Your task is to output the entries below word for word.

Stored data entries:
::::

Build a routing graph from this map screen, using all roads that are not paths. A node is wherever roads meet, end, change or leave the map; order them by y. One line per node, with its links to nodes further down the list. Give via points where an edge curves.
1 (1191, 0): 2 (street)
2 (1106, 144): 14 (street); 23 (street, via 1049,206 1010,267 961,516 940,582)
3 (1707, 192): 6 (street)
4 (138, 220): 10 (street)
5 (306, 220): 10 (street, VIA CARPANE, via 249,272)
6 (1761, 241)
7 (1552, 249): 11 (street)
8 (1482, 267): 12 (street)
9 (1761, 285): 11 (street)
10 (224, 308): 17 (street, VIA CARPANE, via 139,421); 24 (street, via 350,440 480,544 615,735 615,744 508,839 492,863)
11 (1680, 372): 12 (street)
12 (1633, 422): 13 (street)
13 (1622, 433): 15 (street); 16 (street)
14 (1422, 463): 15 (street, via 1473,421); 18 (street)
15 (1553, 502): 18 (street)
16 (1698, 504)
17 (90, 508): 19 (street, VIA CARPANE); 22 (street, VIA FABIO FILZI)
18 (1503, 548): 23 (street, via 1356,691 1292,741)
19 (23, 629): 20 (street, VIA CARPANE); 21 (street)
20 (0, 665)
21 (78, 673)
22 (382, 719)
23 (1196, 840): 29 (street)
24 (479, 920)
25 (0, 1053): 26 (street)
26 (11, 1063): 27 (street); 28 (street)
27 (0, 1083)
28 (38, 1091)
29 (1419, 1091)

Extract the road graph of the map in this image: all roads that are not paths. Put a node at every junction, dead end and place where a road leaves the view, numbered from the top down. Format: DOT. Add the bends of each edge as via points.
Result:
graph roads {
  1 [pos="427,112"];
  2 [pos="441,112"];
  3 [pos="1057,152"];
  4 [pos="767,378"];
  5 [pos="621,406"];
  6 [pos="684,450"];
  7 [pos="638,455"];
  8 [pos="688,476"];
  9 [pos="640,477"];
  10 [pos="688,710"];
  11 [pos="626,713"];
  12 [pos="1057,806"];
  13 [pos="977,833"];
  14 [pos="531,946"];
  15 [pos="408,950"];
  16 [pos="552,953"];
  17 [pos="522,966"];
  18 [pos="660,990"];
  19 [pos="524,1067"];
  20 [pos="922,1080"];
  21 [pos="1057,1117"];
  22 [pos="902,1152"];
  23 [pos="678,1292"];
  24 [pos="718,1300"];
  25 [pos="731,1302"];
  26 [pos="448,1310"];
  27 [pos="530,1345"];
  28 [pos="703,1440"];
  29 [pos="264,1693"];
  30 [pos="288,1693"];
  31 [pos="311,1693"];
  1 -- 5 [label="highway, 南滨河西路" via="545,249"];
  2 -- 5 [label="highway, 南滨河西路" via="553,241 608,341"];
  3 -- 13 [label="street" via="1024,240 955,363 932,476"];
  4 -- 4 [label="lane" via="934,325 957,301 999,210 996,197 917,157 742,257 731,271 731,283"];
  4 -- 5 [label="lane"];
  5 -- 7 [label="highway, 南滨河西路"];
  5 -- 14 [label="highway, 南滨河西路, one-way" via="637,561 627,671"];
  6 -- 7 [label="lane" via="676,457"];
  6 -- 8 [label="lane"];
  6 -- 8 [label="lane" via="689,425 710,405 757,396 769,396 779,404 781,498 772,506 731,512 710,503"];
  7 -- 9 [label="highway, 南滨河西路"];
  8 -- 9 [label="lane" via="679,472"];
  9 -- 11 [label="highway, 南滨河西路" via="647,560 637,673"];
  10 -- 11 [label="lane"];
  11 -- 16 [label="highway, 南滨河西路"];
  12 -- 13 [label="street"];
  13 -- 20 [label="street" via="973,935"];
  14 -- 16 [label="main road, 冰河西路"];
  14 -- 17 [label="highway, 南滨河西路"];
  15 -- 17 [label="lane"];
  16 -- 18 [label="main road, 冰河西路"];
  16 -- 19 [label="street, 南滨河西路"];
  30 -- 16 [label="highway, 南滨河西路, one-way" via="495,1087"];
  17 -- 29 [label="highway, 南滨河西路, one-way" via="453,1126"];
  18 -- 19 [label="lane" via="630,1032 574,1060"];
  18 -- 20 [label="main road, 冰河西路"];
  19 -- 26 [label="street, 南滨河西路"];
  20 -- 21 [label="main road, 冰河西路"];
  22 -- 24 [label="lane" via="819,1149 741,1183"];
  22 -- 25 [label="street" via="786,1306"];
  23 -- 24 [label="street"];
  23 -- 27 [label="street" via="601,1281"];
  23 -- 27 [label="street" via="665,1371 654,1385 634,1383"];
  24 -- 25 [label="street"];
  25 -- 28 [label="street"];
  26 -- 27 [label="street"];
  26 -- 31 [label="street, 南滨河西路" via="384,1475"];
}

::::

ANSWER TO THE EXERCISE:
Build a routing graph from this map screen, using all roads that are not paths. A node is wherever roads meet, end, change or leave the map; order them by y. One line per node, with its links to nodes further down the list. Give via points where an edge curves.
1 (1191, 0): 2 (street)
2 (1106, 144): 14 (street); 23 (street, via 1049,206 1010,267 961,516 940,582)
3 (1707, 192): 6 (street)
4 (138, 220): 10 (street)
5 (306, 220): 10 (street, VIA CARPANE, via 249,272)
6 (1761, 241)
7 (1552, 249): 11 (street)
8 (1482, 267): 12 (street)
9 (1761, 285): 11 (street)
10 (224, 308): 17 (street, VIA CARPANE, via 139,421); 24 (street, via 350,440 480,544 615,735 615,744 508,839 492,863)
11 (1680, 372): 12 (street)
12 (1633, 422): 13 (street)
13 (1622, 433): 15 (street); 16 (street)
14 (1422, 463): 15 (street, via 1473,421); 18 (street)
15 (1553, 502): 18 (street)
16 (1698, 504)
17 (90, 508): 19 (street, VIA CARPANE); 22 (street, VIA FABIO FILZI)
18 (1503, 548): 23 (street, via 1356,691 1292,741)
19 (23, 629): 20 (street, VIA CARPANE); 21 (street)
20 (0, 665)
21 (78, 673)
22 (382, 719)
23 (1196, 840): 29 (street)
24 (479, 920)
25 (0, 1053): 26 (street)
26 (11, 1063): 27 (street); 28 (street)
27 (0, 1083)
28 (38, 1091)
29 (1419, 1091)

Extract the road graph of the map in this image: all roads that are not paths. Put a node at every junction, dead end and place where a road leaves the view, numbered from the top down. Format: DOT. Add the bends of each edge as via points.
Result:
graph roads {
  1 [pos="427,112"];
  2 [pos="441,112"];
  3 [pos="1057,152"];
  4 [pos="767,378"];
  5 [pos="621,406"];
  6 [pos="684,450"];
  7 [pos="638,455"];
  8 [pos="688,476"];
  9 [pos="640,477"];
  10 [pos="688,710"];
  11 [pos="626,713"];
  12 [pos="1057,806"];
  13 [pos="977,833"];
  14 [pos="531,946"];
  15 [pos="408,950"];
  16 [pos="552,953"];
  17 [pos="522,966"];
  18 [pos="660,990"];
  19 [pos="524,1067"];
  20 [pos="922,1080"];
  21 [pos="1057,1117"];
  22 [pos="902,1152"];
  23 [pos="678,1292"];
  24 [pos="718,1300"];
  25 [pos="731,1302"];
  26 [pos="448,1310"];
  27 [pos="530,1345"];
  28 [pos="703,1440"];
  29 [pos="264,1693"];
  30 [pos="288,1693"];
  31 [pos="311,1693"];
  1 -- 5 [label="highway, 南滨河西路" via="545,249"];
  2 -- 5 [label="highway, 南滨河西路" via="553,241 608,341"];
  3 -- 13 [label="street" via="1024,240 955,363 932,476"];
  4 -- 4 [label="lane" via="934,325 957,301 999,210 996,197 917,157 742,257 731,271 731,283"];
  4 -- 5 [label="lane"];
  5 -- 7 [label="highway, 南滨河西路"];
  5 -- 14 [label="highway, 南滨河西路, one-way" via="637,561 627,671"];
  6 -- 7 [label="lane" via="676,457"];
  6 -- 8 [label="lane"];
  6 -- 8 [label="lane" via="689,425 710,405 757,396 769,396 779,404 781,498 772,506 731,512 710,503"];
  7 -- 9 [label="highway, 南滨河西路"];
  8 -- 9 [label="lane" via="679,472"];
  9 -- 11 [label="highway, 南滨河西路" via="647,560 637,673"];
  10 -- 11 [label="lane"];
  11 -- 16 [label="highway, 南滨河西路"];
  12 -- 13 [label="street"];
  13 -- 20 [label="street" via="973,935"];
  14 -- 16 [label="main road, 冰河西路"];
  14 -- 17 [label="highway, 南滨河西路"];
  15 -- 17 [label="lane"];
  16 -- 18 [label="main road, 冰河西路"];
  16 -- 19 [label="street, 南滨河西路"];
  30 -- 16 [label="highway, 南滨河西路, one-way" via="495,1087"];
  17 -- 29 [label="highway, 南滨河西路, one-way" via="453,1126"];
  18 -- 19 [label="lane" via="630,1032 574,1060"];
  18 -- 20 [label="main road, 冰河西路"];
  19 -- 26 [label="street, 南滨河西路"];
  20 -- 21 [label="main road, 冰河西路"];
  22 -- 24 [label="lane" via="819,1149 741,1183"];
  22 -- 25 [label="street" via="786,1306"];
  23 -- 24 [label="street"];
  23 -- 27 [label="street" via="601,1281"];
  23 -- 27 [label="street" via="665,1371 654,1385 634,1383"];
  24 -- 25 [label="street"];
  25 -- 28 [label="street"];
  26 -- 27 [label="street"];
  26 -- 31 [label="street, 南滨河西路" via="384,1475"];
}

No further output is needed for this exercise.